→ What you need to do
Every line of the records below that holds the word "roads" should be copied out.

→ Task inputs
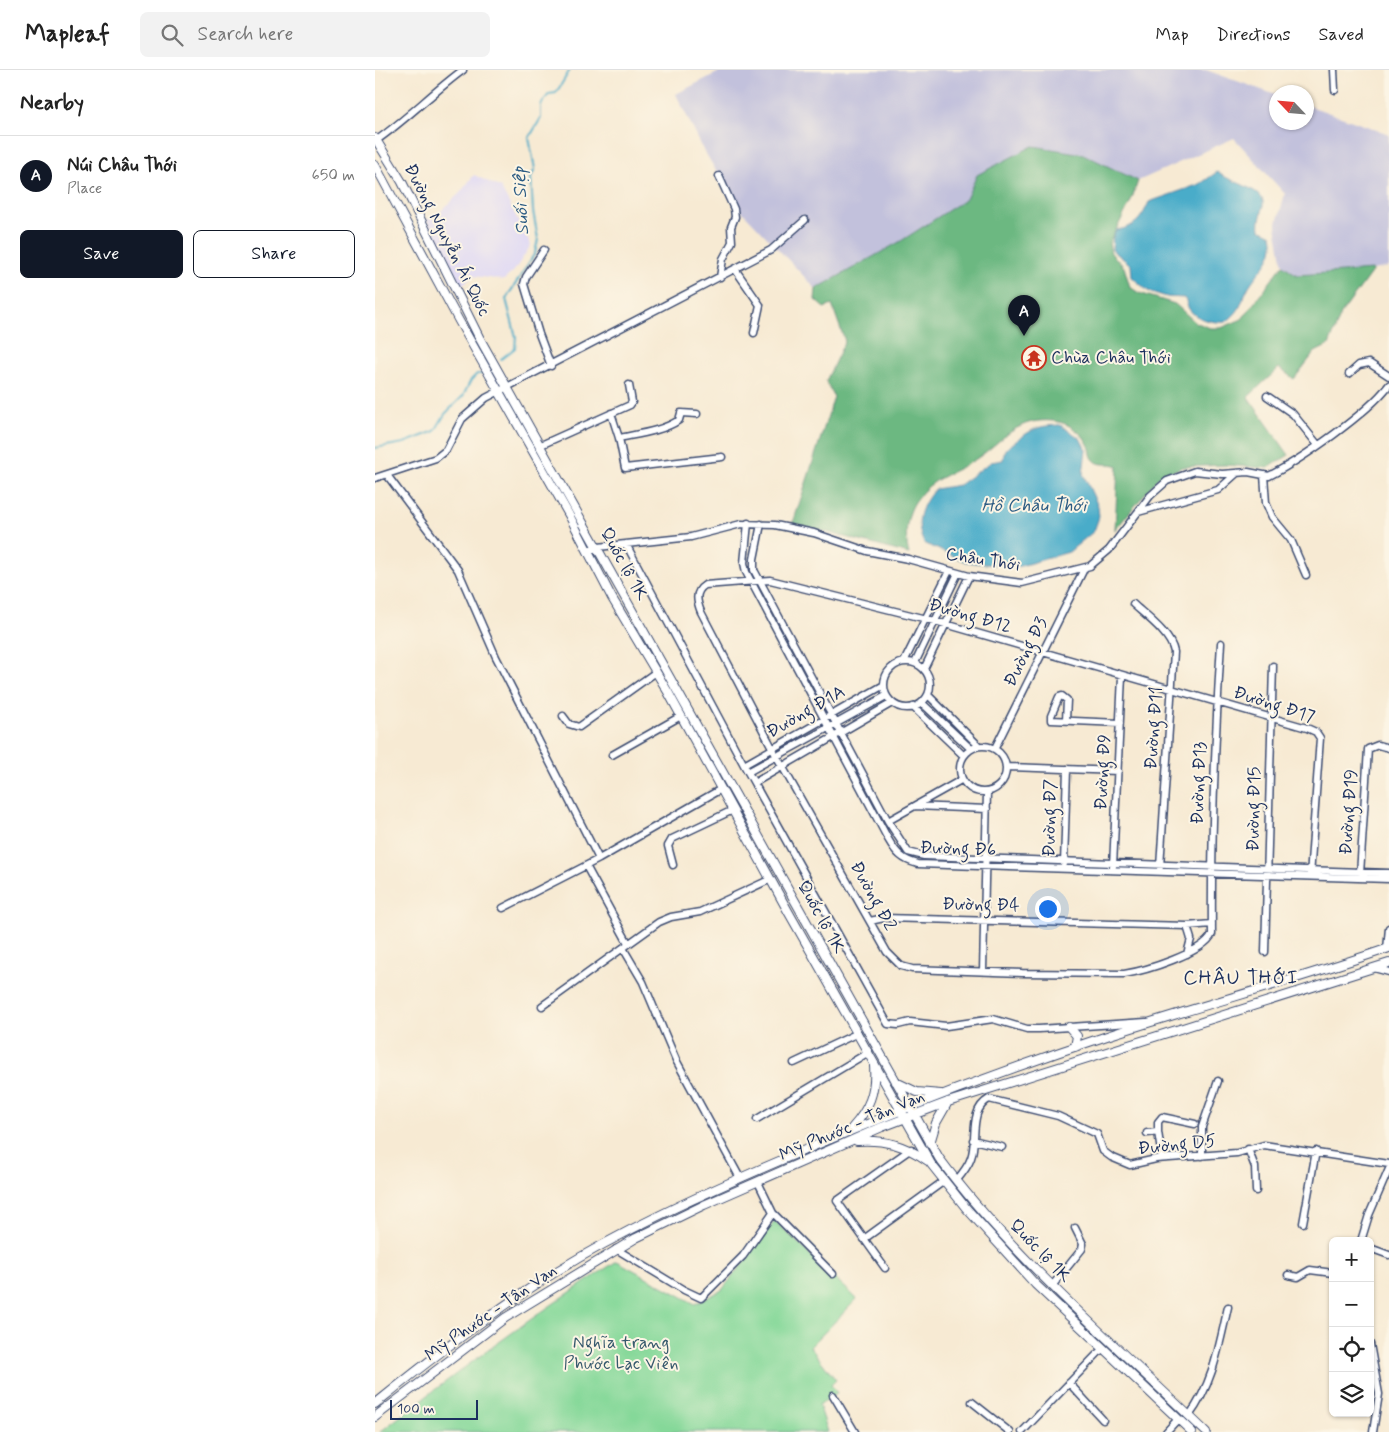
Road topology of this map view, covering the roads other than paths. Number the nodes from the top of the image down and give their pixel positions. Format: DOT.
graph roads {
  1 [pos="463,70"];
  2 [pos="1334,70"];
  3 [pos="1335,90"];
  4 [pos="376,139"];
  5 [pos="375,165"];
  6 [pos="719,176"];
  7 [pos="805,220"];
  8 [pos="544,250"];
  9 [pos="735,269"];
  10 [pos="720,277"];
  11 [pos="754,333"];
  12 [pos="491,356"];
  13 [pos="483,363"];
  14 [pos="551,366"];
  15 [pos="1349,374"];
  16 [pos="1389,376"];
  17 [pos="629,385"];
  18 [pos="1389,385"];
  19 [pos="507,386"];
  20 [pos="498,391"];
  21 [pos="1267,396"];
  22 [pos="611,413"];
  23 [pos="697,414"];
  24 [pos="619,438"];
  25 [pos="541,445"];
  26 [pos="1318,445"];
  27 [pos="722,457"];
  28 [pos="1237,473"];
  29 [pos="387,475"];
  30 [pos="1264,475"];
  31 [pos="375,478"];
  32 [pos="1138,512"];
  33 [pos="748,523"];
  34 [pos="761,524"];
  35 [pos="626,544"];
  36 [pos="598,547"];
  37 [pos="589,551"];
  38 [pos="1084,569"];
  39 [pos="949,571"];
  40 [pos="958,573"];
  41 [pos="1306,575"];
  42 [pos="969,576"];
  43 [pos="755,580"];
  44 [pos="1133,604"];
  45 [pos="925,618"];
  46 [pos="935,621"];
  47 [pos="782,624"];
  48 [pos="946,624"];
  49 [pos="775,628"];
  50 [pos="1221,642"];
  51 [pos="1042,653"];
  52 [pos="904,662"];
  53 [pos="915,663"];
  54 [pos="1273,666"];
  55 [pos="924,669"];
  56 [pos="656,672"];
  57 [pos="808,672"];
  58 [pos="801,676"];
  59 [pos="1122,676"];
  60 [pos="883,685"];
  61 [pos="1171,690"];
  62 [pos="928,695"];
  63 [pos="886,696"];
  64 [pos="892,703"];
  65 [pos="922,703"];
  66 [pos="1217,703"];
  67 [pos="913,707"];
  68 [pos="831,715"];
  69 [pos="563,716"];
  70 [pos="681,716"];
  71 [pos="823,719"];
  72 [pos="1271,719"];
  73 [pos="953,720"];
  74 [pos="1066,720"];
  75 [pos="1120,723"];
  76 [pos="836,724"];
  77 [pos="947,727"];
  78 [pos="828,728"];
  79 [pos="841,732"];
  80 [pos="941,734"];
  81 [pos="833,737"];
  82 [pos="979,746"];
  83 [pos="995,748"];
  84 [pos="1389,748"];
  85 [pos="773,749"];
  86 [pos="971,749"];
  87 [pos="611,755"];
  88 [pos="964,756"];
  89 [pos="777,757"];
  90 [pos="744,765"];
  91 [pos="782,766"];
  92 [pos="1007,767"];
  93 [pos="1067,769"];
  94 [pos="1118,771"];
  95 [pos="748,772"];
  96 [pos="961,780"];
  97 [pos="754,783"];
  98 [pos="721,789"];
  99 [pos="873,792"];
  100 [pos="987,792"];
  101 [pos="865,797"];
  102 [pos="915,806"];
  103 [pos="987,809"];
  104 [pos="733,810"];
  105 [pos="889,821"];
  106 [pos="896,835"];
  107 [pos="888,839"];
  108 [pos="931,856"];
  109 [pos="985,858"];
  110 [pos="599,859"];
  111 [pos="1031,864"];
  112 [pos="673,865"];
  113 [pos="931,865"];
  114 [pos="1064,865"];
  115 [pos="586,866"];
  116 [pos="985,866"];
  117 [pos="1113,866"];
  118 [pos="1160,868"];
  119 [pos="1211,870"];
  120 [pos="1267,872"];
  121 [pos="1311,873"];
  122 [pos="1389,873"];
  123 [pos="1360,875"];
  124 [pos="771,879"];
  125 [pos="1389,879"];
  126 [pos="503,908"];
  127 [pos="984,920"];
  128 [pos="870,921"];
  129 [pos="1212,924"];
  130 [pos="1187,926"];
  131 [pos="1389,928"];
  132 [pos="626,946"];
  133 [pos="1388,949"];
  134 [pos="1265,952"];
  135 [pos="1187,954"];
  136 [pos="1389,963"];
  137 [pos="1374,968"];
  138 [pos="983,972"];
  139 [pos="1389,972"];
  140 [pos="543,1006"];
  141 [pos="1153,1021"];
  142 [pos="1069,1027"];
  143 [pos="858,1033"];
  144 [pos="1075,1048"];
  145 [pos="869,1052"];
  146 [pos="874,1062"];
  147 [pos="794,1063"];
  148 [pos="1218,1081"];
  149 [pos="896,1082"];
  150 [pos="995,1088"];
  151 [pos="947,1098"];
  152 [pos="989,1099"];
  153 [pos="910,1107"];
  154 [pos="901,1111"];
  155 [pos="914,1115"];
  156 [pos="905,1118"];
  157 [pos="757,1119"];
  158 [pos="1195,1124"];
  159 [pos="849,1130"];
  160 [pos="1158,1132"];
  161 [pos="1147,1133"];
  162 [pos="973,1140"];
  163 [pos="852,1141"];
  164 [pos="930,1143"];
  165 [pos="1003,1147"];
  166 [pos="911,1149"];
  167 [pos="1248,1149"];
  168 [pos="1316,1151"];
  169 [pos="1202,1156"];
  170 [pos="1162,1158"];
  171 [pos="931,1164"];
  172 [pos="1389,1164"];
  173 [pos="1389,1168"];
  174 [pos="740,1178"];
  175 [pos="944,1181"];
  176 [pos="956,1181"];
  177 [pos="758,1182"];
  178 [pos="1256,1191"];
  179 [pos="773,1213"];
  180 [pos="1303,1222"];
  181 [pos="1075,1228"];
  182 [pos="1362,1237"];
  183 [pos="864,1239"];
  184 [pos="616,1249"];
  185 [pos="1374,1249"];
  186 [pos="1389,1255"];
  187 [pos="885,1268"];
  188 [pos="1329,1272"];
  189 [pos="833,1274"];
  190 [pos="1288,1275"];
  191 [pos="1052,1286"];
  192 [pos="1228,1307"];
  193 [pos="1103,1348"];
  194 [pos="1374,1382"];
  195 [pos="1069,1383"];
  196 [pos="833,1395"];
  197 [pos="972,1402"];
  198 [pos="375,1404"];
  199 [pos="1189,1416"];
  200 [pos="375,1418"];
  201 [pos="1178,1419"];
  202 [pos="1103,1420"];
  203 [pos="855,1432"];
  204 [pos="1010,1432"];
  205 [pos="1022,1432"];
  206 [pos="1165,1432"];
  207 [pos="1192,1432"];
  208 [pos="1206,1432"];
  209 [pos="1373,1432"];
  1 -- 4 [label="street"];
  2 -- 3 [label="street"];
  4 -- 12 [label="main road, Đường Nguyễn Ái Quốc"];
  5 -- 13 [label="main road, Đường Nguyễn Ái Quốc"];
  6 -- 10 [label="street"];
  7 -- 9 [label="street"];
  8 -- 14 [label="street"];
  9 -- 10 [label="street"];
  9 -- 11 [label="street"];
  10 -- 14 [label="street"];
  12 -- 19 [label="main road, Quốc lộ 1K"];
  13 -- 20 [label="main road, Quốc lộ 1K"];
  14 -- 19 [label="street"];
  15 -- 16 [label="street"];
  17 -- 22 [label="street"];
  18 -- 26 [label="street, Châu Thới"];
  19 -- 20 [label="street"];
  19 -- 25 [label="main road, Quốc lộ 1K"];
  20 -- 29 [label="street"];
  20 -- 37 [label="main road, Quốc lộ 1K"];
  21 -- 26 [label="street"];
  22 -- 24 [label="street"];
  22 -- 25 [label="street"];
  23 -- 24 [label="street"];
  24 -- 27 [label="street"];
  25 -- 36 [label="main road, Quốc lộ 1K"];
  26 -- 30 [label="street, Châu Thới"];
  28 -- 30 [label="street, Châu Thới"];
  28 -- 32 [label="street"];
  28 -- 32 [label="street, Châu Thới"];
  29 -- 31 [label="street"];
  29 -- 110 [label="street"];
  30 -- 41 [label="street"];
  32 -- 38 [label="street, Châu Thới"];
  33 -- 34 [label="street, Châu Thới"];
  33 -- 35 [label="street, Châu Thới"];
  33 -- 43 [label="street, Đường Đ6"];
  34 -- 39 [label="street, Châu Thới"];
  34 -- 43 [label="street, Đường Đ6"];
  35 -- 36 [label="street, Châu Thới"];
  35 -- 90 [label="street"];
  36 -- 37 [label="street, Châu Thới"];
  36 -- 149 [label="main road, Quốc lộ 1K"];
  37 -- 56 [label="main road, Quốc lộ 1K"];
  38 -- 42 [label="street, Châu Thới"];
  38 -- 51 [label="street, Đường Đ3"];
  39 -- 40 [label="street, Châu Thới"];
  39 -- 45 [label="street"];
  40 -- 42 [label="street, Châu Thới"];
  40 -- 46 [label="street"];
  42 -- 48 [label="street"];
  43 -- 45 [label="street, Đường Đ12"];
  43 -- 47 [label="street, Đường Đ6"];
  43 -- 49 [label="street, Đường Đ6"];
  43 -- 85 [label="street, Đường Đ2"];
  44 -- 61 [label="street, Đường Đ11"];
  45 -- 46 [label="street, Đường Đ12"];
  45 -- 52 [label="street"];
  46 -- 48 [label="street, Đường Đ12"];
  46 -- 53 [label="street"];
  47 -- 49 [label="street"];
  47 -- 57 [label="street, Đường Đ6"];
  48 -- 51 [label="street, Đường Đ12"];
  48 -- 55 [label="street"];
  49 -- 58 [label="street, Đường Đ6"];
  50 -- 66 [label="street, Đường Đ13"];
  51 -- 59 [label="street, Đường Đ12"];
  51 -- 83 [label="street, Đường Đ3"];
  52 -- 53 [label="street"];
  52 -- 60 [label="street"];
  53 -- 55 [label="street"];
  54 -- 72 [label="street, Đường Đ15"];
  55 -- 62 [label="street"];
  56 -- 69 [label="street"];
  56 -- 70 [label="main road, Quốc lộ 1K"];
  57 -- 58 [label="street"];
  57 -- 68 [label="street, Đường Đ6"];
  58 -- 71 [label="street, Đường Đ6"];
  59 -- 61 [label="street, Đường Đ12"];
  59 -- 75 [label="street, Đường Đ9"];
  60 -- 63 [label="street"];
  60 -- 68 [label="street, Đường Đ1A"];
  61 -- 66 [label="street, Đường Đ17"];
  61 -- 118 [label="street, Đường Đ11"];
  62 -- 65 [label="street"];
  62 -- 73 [label="street"];
  63 -- 64 [label="street"];
  63 -- 76 [label="street, Đường Đ1A"];
  64 -- 67 [label="street"];
  64 -- 79 [label="street, Đường Đ1A"];
  65 -- 67 [label="street"];
  65 -- 77 [label="street"];
  66 -- 72 [label="street, Đường Đ17"];
  66 -- 119 [label="street, Đường Đ13"];
  67 -- 80 [label="street"];
  68 -- 71 [label="street, Đường Đ1A"];
  68 -- 76 [label="street, Đường Đ6"];
  70 -- 87 [label="street"];
  70 -- 98 [label="main road, Quốc lộ 1K"];
  71 -- 78 [label="street, Đường Đ6"];
  71 -- 85 [label="street, Đường Đ1A"];
  72 -- 120 [label="street, Đường Đ15"];
  72 -- 121 [label="street, Đường Đ17"];
  73 -- 77 [label="street"];
  73 -- 82 [label="street"];
  74 -- 75 [label="street"];
  75 -- 94 [label="street, Đường Đ9"];
  76 -- 78 [label="street, Đường Đ1A"];
  76 -- 79 [label="street, Đường Đ6"];
  77 -- 80 [label="street"];
  77 -- 86 [label="street"];
  78 -- 81 [label="street, Đường Đ6"];
  78 -- 89 [label="street, Đường Đ1A"];
  79 -- 81 [label="street, Đường Đ1A"];
  79 -- 99 [label="street, Đường Đ6"];
  80 -- 88 [label="street"];
  81 -- 91 [label="street, Đường Đ1A"];
  81 -- 101 [label="street, Đường Đ6"];
  82 -- 83 [label="street"];
  82 -- 86 [label="street"];
  83 -- 92 [label="street"];
  84 -- 123 [label="street, Đường Đ19"];
  85 -- 89 [label="street, Đường Đ2"];
  85 -- 90 [label="street, Đường Đ1A"];
  86 -- 88 [label="street"];
  88 -- 96 [label="street"];
  89 -- 91 [label="street, Đường Đ2"];
  89 -- 95 [label="street, Đường Đ1A"];
  90 -- 95 [label="street"];
  91 -- 97 [label="street, Đường Đ1A"];
  91 -- 128 [label="street, Đường Đ2"];
  92 -- 93 [label="street"];
  92 -- 100 [label="street"];
  93 -- 94 [label="street"];
  93 -- 114 [label="street, Đường Đ7"];
  94 -- 117 [label="street, Đường Đ9"];
  95 -- 97 [label="street"];
  96 -- 100 [label="street"];
  96 -- 102 [label="street"];
  97 -- 142 [label="street"];
  98 -- 104 [label="main road, Quốc lộ 1K"];
  98 -- 110 [label="street"];
  99 -- 101 [label="street"];
  99 -- 105 [label="street, Đường Đ6"];
  100 -- 103 [label="street"];
  101 -- 107 [label="street, Đường Đ6"];
  102 -- 103 [label="street"];
  102 -- 105 [label="street"];
  103 -- 109 [label="street"];
  104 -- 112 [label="street"];
  104 -- 124 [label="main road, Quốc lộ 1K"];
  105 -- 106 [label="street, Đường Đ6"];
  106 -- 107 [label="street"];
  106 -- 108 [label="street, Đường Đ6"];
  107 -- 113 [label="street, Đường Đ6"];
  108 -- 109 [label="street, Đường Đ6"];
  108 -- 113 [label="street"];
  109 -- 111 [label="street, Đường Đ6"];
  109 -- 116 [label="street"];
  110 -- 115 [label="street"];
  111 -- 114 [label="street, Đường Đ6"];
  111 -- 116 [label="street, Đường Đ6"];
  113 -- 116 [label="street, Đường Đ6"];
  114 -- 117 [label="street, Đường Đ6"];
  115 -- 126 [label="street"];
  115 -- 132 [label="street"];
  116 -- 127 [label="street"];
  117 -- 118 [label="street, Đường Đ6"];
  118 -- 119 [label="street, Đường Đ6"];
  119 -- 120 [label="street, Đường Đ6"];
  119 -- 129 [label="street, Đường Đ13"];
  120 -- 121 [label="street, Đường Đ6"];
  120 -- 134 [label="street, Đường Đ15"];
  121 -- 123 [label="street, Đường Đ6"];
  122 -- 123 [label="street, Đường Đ6"];
  123 -- 125 [label="street, Đường Đ6"];
  124 -- 132 [label="street"];
  124 -- 143 [label="main road, Quốc lộ 1K"];
  127 -- 128 [label="street, Đường Đ4"];
  127 -- 130 [label="street, Đường Đ4"];
  127 -- 138 [label="street"];
  128 -- 138 [label="street, Đường Đ2"];
  129 -- 130 [label="street, Đường Đ4"];
  129 -- 135 [label="street, Đường Đ2"];
  130 -- 135 [label="street"];
  131 -- 133 [label="street"];
  132 -- 140 [label="street"];
  132 -- 174 [label="street"];
  133 -- 136 [label="main road"];
  133 -- 141 [label="main road, Mỹ Phước - Tân Vạn"];
  135 -- 138 [label="street, Đường Đ2"];
  136 -- 137 [label="main road, Mỹ Phước - Tân Vạn"];
  137 -- 139 [label="street"];
  137 -- 150 [label="main road, Mỹ Phước - Tân Vạn"];
  141 -- 142 [label="street"];
  141 -- 144 [label="main road, Mỹ Phước - Tân Vạn"];
  142 -- 144 [label="main road"];
  143 -- 145 [label="main road, Quốc lộ 1K"];
  143 -- 147 [label="street"];
  144 -- 151 [label="main road, Mỹ Phước - Tân Vạn"];
  145 -- 146 [label="main road, Quốc lộ 1K"];
  145 -- 157 [label="street"];
  146 -- 154 [label="main road, Quốc lộ 1K"];
  146 -- 159 [label="main road"];
  148 -- 169 [label="street"];
  149 -- 151 [label="main road"];
  149 -- 153 [label="main road, Quốc lộ 1K"];
  150 -- 151 [label="main road, Mỹ Phước - Tân Vạn"];
  150 -- 152 [label="street"];
  151 -- 153 [label="main road, Mỹ Phước - Tân Vạn"];
  151 -- 155 [label="main road, Mỹ Phước - Tân Vạn"];
  151 -- 164 [label="main road"];
  152 -- 162 [label="street"];
  152 -- 170 [label="street, Đường D5"];
  153 -- 154 [label="main road, Mỹ Phước - Tân Vạn"];
  153 -- 155 [label="main road, Quốc lộ 1K"];
  154 -- 156 [label="main road, Quốc lộ 1K"];
  154 -- 159 [label="main road, Mỹ Phước - Tân Vạn"];
  155 -- 156 [label="main road, Mỹ Phước - Tân Vạn"];
  155 -- 164 [label="main road, Quốc lộ 1K"];
  156 -- 163 [label="main road, Mỹ Phước - Tân Vạn"];
  156 -- 171 [label="main road, Quốc lộ 1K"];
  158 -- 160 [label="street"];
  159 -- 174 [label="main road, Mỹ Phước - Tân Vạn"];
  160 -- 161 [label="street"];
  160 -- 170 [label="street"];
  162 -- 165 [label="street"];
  162 -- 176 [label="street"];
  163 -- 166 [label="main road"];
  163 -- 177 [label="main road, Mỹ Phước - Tân Vạn"];
  164 -- 176 [label="main road, Quốc lộ 1K"];
  166 -- 171 [label="main road"];
  166 -- 183 [label="street"];
  167 -- 168 [label="street, Đường D5"];
  167 -- 169 [label="street, Đường D5"];
  167 -- 178 [label="street"];
  168 -- 172 [label="street, Đường D5"];
  168 -- 180 [label="street"];
  169 -- 170 [label="street, Đường D5"];
  171 -- 175 [label="main road, Quốc lộ 1K"];
  173 -- 182 [label="street"];
  174 -- 198 [label="main road, Mỹ Phước - Tân Vạn"];
  175 -- 183 [label="street"];
  175 -- 193 [label="main road, Quốc lộ 1K"];
  176 -- 191 [label="main road, Quốc lộ 1K"];
  177 -- 179 [label="street"];
  177 -- 184 [label="main road, Mỹ Phước - Tân Vạn"];
  179 -- 184 [label="street"];
  179 -- 189 [label="street"];
  181 -- 191 [label="street"];
  183 -- 187 [label="street"];
  184 -- 200 [label="main road, Mỹ Phước - Tân Vạn"];
  185 -- 186 [label="street"];
  188 -- 190 [label="street"];
  191 -- 199 [label="main road, Quốc lộ 1K"];
  192 -- 199 [label="street"];
  193 -- 195 [label="street"];
  193 -- 201 [label="main road, Quốc lộ 1K"];
  194 -- 209 [label="street"];
  195 -- 202 [label="street"];
  195 -- 205 [label="street"];
  196 -- 203 [label="street"];
  197 -- 204 [label="street"];
  199 -- 208 [label="main road, Quốc lộ 1K"];
  201 -- 206 [label="street"];
  201 -- 207 [label="main road, Quốc lộ 1K"];
}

→ Written response
Road topology of this map view, covering the roads other than paths. Number the nodes from the top of the image down and give their pixel positions. Format: DOT.
graph roads {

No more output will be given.